(Beginning of DATA SECTION)

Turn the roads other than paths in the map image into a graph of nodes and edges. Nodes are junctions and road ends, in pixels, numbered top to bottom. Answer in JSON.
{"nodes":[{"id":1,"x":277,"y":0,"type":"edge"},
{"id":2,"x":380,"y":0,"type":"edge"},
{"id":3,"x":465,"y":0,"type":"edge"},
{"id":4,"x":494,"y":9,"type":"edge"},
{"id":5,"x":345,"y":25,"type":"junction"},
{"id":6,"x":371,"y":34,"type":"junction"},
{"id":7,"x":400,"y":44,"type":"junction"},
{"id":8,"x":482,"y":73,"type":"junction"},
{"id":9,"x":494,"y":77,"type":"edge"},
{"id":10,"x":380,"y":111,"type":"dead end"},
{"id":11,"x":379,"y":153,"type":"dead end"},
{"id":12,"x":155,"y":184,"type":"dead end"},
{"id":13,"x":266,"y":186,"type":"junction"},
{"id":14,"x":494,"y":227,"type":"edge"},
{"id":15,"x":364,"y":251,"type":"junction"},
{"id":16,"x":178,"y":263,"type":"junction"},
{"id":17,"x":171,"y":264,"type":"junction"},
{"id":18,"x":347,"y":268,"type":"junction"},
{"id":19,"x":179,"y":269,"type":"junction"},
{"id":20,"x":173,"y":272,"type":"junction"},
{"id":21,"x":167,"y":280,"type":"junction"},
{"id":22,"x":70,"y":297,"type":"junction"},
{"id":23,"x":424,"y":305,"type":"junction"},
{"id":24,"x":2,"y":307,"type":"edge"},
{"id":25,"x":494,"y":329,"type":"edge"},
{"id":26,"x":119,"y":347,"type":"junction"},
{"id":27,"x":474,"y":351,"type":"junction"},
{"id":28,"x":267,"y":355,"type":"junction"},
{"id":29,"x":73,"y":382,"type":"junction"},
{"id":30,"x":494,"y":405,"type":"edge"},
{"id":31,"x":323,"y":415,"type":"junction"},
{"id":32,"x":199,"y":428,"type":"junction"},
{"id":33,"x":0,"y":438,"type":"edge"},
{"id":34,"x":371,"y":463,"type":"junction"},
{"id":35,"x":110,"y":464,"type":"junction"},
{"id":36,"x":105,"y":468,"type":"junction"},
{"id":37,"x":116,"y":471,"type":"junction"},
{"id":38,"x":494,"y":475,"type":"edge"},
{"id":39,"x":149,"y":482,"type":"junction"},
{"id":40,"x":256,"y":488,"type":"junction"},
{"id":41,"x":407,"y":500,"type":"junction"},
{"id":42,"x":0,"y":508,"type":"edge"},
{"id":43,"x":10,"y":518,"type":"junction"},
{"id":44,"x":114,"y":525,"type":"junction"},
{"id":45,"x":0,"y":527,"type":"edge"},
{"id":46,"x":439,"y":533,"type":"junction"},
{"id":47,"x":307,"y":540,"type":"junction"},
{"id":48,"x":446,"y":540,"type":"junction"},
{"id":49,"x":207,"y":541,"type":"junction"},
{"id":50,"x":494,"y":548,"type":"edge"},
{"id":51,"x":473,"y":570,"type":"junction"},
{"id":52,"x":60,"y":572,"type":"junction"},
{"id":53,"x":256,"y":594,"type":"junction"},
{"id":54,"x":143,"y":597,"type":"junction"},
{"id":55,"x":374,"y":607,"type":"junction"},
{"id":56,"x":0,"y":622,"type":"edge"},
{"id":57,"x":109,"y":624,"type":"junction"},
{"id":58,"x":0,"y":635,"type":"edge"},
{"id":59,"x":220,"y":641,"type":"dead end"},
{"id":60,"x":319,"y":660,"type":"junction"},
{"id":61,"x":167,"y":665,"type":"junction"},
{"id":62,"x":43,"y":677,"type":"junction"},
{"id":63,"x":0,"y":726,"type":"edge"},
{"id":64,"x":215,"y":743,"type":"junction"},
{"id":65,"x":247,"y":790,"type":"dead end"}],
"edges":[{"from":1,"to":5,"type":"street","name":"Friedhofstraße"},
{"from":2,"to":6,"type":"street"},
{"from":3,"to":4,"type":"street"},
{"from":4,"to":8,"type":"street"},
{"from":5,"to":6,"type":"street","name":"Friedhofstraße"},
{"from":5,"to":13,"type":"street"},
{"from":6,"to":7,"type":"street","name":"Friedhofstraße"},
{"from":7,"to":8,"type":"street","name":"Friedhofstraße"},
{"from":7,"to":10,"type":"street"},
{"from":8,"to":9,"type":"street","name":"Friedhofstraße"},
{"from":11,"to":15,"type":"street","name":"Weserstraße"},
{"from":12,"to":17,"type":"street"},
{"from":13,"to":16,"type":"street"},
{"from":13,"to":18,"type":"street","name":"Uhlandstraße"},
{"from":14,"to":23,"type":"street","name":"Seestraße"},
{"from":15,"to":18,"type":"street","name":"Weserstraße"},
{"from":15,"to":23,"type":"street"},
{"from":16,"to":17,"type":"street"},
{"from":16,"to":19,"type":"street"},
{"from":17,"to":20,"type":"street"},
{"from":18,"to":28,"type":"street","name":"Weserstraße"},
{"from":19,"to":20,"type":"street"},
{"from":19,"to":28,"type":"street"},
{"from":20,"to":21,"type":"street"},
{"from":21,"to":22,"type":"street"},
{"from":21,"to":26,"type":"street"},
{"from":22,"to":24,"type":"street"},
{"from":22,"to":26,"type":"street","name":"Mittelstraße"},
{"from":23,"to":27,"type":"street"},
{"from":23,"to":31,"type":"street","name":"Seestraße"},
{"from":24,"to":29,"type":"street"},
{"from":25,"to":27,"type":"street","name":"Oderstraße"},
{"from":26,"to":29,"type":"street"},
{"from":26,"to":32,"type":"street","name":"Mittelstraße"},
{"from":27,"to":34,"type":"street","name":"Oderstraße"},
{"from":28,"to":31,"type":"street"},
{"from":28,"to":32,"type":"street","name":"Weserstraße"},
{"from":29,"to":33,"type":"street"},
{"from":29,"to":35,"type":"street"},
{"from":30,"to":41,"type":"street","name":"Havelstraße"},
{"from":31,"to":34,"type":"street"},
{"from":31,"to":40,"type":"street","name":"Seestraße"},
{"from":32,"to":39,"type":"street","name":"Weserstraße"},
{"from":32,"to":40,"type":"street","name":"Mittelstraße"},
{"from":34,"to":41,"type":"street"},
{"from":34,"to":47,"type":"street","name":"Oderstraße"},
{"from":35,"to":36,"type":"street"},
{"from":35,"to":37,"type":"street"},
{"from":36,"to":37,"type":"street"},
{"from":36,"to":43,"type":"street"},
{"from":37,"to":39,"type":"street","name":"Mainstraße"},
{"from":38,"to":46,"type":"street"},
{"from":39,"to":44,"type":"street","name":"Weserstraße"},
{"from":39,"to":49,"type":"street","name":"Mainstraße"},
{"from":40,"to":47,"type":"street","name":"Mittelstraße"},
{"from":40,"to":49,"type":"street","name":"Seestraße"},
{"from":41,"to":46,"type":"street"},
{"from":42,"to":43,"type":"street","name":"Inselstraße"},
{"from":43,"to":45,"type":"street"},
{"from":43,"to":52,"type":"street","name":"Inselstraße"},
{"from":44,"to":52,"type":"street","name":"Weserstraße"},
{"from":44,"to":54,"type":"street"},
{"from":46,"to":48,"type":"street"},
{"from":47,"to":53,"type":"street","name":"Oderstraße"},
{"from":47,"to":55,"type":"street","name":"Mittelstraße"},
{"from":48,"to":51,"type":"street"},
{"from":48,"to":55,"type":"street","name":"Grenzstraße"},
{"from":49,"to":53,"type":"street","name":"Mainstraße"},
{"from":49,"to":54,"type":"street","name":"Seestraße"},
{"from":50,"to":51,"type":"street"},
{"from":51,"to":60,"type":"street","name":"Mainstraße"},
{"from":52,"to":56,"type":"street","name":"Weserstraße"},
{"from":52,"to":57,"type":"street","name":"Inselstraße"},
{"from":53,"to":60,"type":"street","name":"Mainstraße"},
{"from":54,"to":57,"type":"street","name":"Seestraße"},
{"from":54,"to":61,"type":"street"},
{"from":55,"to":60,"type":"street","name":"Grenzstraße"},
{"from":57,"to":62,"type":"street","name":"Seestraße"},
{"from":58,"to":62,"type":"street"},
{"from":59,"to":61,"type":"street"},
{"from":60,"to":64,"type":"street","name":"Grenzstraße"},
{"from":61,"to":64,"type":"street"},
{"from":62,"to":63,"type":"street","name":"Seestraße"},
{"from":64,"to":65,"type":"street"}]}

(End of DATA SECTION)

EXERCISE DIRECTIONS: Please return every line from the material above where the string "edges" occurs.

RESULT OF THE EXERCISE:
Turn the roads other than paths in the map image into a graph of nodes and edges. Nodes are junctions and road ends, in pixels, numbered top to bottom. Answer in JSON.
"edges":[{"from":1,"to":5,"type":"street","name":"Friedhofstraße"},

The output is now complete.